[MATERIAL FOR THIS TASK — start]

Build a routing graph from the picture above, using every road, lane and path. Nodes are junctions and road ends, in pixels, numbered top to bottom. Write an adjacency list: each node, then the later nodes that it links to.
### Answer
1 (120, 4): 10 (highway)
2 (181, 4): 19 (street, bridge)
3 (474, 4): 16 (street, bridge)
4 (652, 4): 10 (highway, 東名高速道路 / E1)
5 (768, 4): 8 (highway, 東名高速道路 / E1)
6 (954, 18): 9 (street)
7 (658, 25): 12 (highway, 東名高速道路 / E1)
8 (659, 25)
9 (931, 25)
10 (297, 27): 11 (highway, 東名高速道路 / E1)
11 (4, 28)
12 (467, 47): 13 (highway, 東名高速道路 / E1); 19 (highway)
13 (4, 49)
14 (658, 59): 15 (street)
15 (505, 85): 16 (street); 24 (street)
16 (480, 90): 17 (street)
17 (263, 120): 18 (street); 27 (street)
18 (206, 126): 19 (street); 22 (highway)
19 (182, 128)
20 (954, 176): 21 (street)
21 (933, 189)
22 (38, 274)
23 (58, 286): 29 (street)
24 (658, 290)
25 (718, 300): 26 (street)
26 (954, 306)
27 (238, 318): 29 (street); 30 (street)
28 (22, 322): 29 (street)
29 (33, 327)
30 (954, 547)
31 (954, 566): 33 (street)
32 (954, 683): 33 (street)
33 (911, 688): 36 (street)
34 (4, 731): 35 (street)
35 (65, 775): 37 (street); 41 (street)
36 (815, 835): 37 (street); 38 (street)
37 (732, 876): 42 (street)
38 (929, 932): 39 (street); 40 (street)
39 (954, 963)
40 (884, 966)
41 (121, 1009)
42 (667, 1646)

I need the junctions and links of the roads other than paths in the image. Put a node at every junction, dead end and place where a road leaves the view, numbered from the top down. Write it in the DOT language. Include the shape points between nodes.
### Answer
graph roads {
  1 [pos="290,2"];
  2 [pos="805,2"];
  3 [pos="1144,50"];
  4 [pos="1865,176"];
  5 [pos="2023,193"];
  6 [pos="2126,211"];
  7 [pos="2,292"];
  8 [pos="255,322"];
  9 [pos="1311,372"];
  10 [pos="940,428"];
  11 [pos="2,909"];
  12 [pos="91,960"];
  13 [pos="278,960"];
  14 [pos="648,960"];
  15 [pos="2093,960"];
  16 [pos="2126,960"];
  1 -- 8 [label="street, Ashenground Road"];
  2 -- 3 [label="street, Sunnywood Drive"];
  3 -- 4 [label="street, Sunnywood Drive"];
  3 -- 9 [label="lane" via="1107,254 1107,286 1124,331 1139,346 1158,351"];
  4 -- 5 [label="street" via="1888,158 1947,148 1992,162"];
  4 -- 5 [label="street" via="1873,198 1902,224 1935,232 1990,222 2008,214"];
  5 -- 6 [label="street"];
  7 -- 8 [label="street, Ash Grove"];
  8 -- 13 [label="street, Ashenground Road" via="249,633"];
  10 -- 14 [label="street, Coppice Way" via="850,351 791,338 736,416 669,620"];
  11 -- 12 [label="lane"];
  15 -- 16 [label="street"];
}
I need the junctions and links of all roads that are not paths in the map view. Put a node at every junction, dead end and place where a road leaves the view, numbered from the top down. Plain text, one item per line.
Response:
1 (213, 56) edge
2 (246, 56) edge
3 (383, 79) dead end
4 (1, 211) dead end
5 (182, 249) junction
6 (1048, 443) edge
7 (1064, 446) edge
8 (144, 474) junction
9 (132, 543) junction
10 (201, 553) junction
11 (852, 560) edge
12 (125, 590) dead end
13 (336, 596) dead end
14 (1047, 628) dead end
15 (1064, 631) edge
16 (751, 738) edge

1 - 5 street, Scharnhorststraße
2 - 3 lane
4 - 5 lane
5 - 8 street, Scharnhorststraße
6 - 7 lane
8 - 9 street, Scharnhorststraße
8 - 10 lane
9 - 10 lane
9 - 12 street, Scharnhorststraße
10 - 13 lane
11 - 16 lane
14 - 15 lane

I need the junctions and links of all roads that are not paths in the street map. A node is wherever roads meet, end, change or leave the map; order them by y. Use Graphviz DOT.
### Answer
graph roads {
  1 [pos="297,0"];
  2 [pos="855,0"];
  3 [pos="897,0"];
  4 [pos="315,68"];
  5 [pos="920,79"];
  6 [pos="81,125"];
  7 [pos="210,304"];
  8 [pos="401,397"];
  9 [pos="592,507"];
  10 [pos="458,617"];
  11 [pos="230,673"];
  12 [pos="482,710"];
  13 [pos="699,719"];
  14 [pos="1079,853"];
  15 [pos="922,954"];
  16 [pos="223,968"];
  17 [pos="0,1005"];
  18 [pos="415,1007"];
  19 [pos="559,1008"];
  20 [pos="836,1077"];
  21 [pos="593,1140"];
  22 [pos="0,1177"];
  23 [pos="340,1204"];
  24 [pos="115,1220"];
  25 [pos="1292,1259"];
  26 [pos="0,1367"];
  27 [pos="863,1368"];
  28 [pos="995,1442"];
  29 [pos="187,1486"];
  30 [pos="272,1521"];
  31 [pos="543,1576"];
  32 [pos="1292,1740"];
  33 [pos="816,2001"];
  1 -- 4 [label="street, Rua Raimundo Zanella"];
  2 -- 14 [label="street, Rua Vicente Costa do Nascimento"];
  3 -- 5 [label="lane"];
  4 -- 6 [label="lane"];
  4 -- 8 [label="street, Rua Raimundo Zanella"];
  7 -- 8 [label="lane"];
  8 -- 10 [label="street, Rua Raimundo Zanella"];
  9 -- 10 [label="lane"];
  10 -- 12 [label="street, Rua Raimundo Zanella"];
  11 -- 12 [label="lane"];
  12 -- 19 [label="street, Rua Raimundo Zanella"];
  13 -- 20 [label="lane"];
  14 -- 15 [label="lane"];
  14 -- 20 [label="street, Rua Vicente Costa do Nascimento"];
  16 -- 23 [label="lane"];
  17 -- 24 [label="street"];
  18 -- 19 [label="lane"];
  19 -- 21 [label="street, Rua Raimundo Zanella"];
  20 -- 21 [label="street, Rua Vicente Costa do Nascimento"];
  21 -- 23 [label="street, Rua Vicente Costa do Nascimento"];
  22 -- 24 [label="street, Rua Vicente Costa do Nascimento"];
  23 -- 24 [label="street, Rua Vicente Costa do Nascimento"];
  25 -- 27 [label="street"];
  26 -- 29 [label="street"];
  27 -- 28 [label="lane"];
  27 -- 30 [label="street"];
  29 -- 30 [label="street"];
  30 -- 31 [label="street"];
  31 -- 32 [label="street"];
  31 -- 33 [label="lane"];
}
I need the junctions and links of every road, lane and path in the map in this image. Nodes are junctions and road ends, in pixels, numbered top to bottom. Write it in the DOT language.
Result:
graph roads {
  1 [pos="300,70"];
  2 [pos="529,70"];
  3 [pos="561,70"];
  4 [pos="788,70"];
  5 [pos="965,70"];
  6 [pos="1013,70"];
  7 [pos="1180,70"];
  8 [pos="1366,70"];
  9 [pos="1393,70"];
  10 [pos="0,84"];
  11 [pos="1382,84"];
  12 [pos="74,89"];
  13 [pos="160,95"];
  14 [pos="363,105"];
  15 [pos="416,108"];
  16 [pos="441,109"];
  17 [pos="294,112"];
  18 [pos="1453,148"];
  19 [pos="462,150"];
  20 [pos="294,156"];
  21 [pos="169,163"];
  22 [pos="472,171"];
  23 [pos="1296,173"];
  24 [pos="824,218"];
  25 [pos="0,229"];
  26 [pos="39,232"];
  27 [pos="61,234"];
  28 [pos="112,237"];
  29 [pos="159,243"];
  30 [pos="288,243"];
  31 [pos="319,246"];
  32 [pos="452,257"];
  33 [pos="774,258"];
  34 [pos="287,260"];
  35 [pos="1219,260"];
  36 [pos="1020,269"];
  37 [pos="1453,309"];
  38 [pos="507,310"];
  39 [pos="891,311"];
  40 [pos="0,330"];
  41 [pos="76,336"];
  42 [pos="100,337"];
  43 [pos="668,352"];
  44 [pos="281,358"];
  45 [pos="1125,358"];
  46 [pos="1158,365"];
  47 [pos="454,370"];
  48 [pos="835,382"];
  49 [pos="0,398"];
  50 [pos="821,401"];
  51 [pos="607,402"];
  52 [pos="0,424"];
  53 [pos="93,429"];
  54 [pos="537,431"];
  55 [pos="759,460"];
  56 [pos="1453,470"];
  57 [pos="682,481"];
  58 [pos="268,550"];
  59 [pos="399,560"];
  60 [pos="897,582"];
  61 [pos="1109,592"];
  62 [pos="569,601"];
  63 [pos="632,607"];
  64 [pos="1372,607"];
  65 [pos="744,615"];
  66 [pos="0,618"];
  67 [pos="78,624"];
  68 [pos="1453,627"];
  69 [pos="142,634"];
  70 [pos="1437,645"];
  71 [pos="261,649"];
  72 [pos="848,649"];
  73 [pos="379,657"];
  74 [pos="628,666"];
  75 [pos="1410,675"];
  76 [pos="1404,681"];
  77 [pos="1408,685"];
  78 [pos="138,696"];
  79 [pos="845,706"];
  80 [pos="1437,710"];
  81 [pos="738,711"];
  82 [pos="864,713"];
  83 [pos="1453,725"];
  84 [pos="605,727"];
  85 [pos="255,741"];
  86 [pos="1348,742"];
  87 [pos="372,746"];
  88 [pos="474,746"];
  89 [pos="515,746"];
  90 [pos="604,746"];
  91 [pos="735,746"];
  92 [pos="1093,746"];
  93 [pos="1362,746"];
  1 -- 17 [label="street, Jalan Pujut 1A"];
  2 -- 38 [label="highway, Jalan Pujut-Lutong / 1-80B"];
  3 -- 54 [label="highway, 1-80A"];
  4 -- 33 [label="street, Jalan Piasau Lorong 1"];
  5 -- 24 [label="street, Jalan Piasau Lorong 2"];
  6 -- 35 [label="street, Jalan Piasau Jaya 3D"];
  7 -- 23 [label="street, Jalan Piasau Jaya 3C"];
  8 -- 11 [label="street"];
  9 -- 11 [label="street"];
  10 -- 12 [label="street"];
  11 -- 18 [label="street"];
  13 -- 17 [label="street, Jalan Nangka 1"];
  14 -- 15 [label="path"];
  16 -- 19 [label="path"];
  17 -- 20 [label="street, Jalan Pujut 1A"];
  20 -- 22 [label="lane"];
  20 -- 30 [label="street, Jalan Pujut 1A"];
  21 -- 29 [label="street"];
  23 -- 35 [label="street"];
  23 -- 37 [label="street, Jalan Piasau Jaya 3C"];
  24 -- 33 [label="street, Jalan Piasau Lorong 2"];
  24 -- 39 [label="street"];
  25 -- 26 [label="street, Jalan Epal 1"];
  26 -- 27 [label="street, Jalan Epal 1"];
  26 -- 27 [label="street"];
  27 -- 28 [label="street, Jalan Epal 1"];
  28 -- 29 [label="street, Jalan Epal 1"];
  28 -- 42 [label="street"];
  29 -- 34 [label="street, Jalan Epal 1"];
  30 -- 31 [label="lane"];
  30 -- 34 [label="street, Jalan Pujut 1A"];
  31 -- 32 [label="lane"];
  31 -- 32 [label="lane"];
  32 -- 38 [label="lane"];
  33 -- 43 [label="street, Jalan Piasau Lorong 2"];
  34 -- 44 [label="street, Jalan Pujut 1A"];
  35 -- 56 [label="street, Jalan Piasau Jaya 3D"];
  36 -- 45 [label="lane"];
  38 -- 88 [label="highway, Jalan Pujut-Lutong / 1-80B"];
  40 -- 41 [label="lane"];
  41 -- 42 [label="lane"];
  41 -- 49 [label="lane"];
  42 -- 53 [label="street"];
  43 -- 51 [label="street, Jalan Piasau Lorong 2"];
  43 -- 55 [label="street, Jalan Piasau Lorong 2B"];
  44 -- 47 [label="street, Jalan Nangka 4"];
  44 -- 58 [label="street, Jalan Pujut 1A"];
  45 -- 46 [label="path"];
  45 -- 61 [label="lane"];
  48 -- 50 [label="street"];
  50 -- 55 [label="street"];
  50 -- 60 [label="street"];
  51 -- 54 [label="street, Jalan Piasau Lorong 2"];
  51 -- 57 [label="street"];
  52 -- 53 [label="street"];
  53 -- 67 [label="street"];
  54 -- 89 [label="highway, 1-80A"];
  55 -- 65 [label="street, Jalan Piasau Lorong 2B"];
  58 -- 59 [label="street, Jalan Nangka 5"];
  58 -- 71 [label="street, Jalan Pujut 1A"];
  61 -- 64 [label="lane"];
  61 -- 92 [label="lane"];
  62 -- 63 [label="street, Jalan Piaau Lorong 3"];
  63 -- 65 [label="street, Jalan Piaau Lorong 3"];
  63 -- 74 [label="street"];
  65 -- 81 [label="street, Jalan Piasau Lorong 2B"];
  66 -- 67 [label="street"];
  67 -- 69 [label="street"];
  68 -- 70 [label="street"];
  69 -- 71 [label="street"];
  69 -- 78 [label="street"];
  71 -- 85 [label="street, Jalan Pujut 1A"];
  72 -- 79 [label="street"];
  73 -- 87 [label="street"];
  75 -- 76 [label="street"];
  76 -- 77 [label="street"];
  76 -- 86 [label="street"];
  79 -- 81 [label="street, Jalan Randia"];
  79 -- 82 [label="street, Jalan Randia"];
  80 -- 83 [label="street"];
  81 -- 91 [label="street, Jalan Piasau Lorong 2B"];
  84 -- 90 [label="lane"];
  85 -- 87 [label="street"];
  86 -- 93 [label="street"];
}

[MATERIAL FOR THIS TASK — finish]

ABOUT THIS EXERCISE
Every line in the data that holds "dead" should be copied out.

REPLY TO THE EXERCISE
I need the junctions and links of the roads other than paths in the image. Put a node at every junction, dead end and place where a road leaves the view, numbered from the top down. Write it in the DOT language. Include the shape points between nodes.
I need the junctions and links of all roads that are not paths in the map view. Put a node at every junction, dead end and place where a road leaves the view, numbered from the top down. Plain text, one item per line.
3 (383, 79) dead end
4 (1, 211) dead end
12 (125, 590) dead end
13 (336, 596) dead end
14 (1047, 628) dead end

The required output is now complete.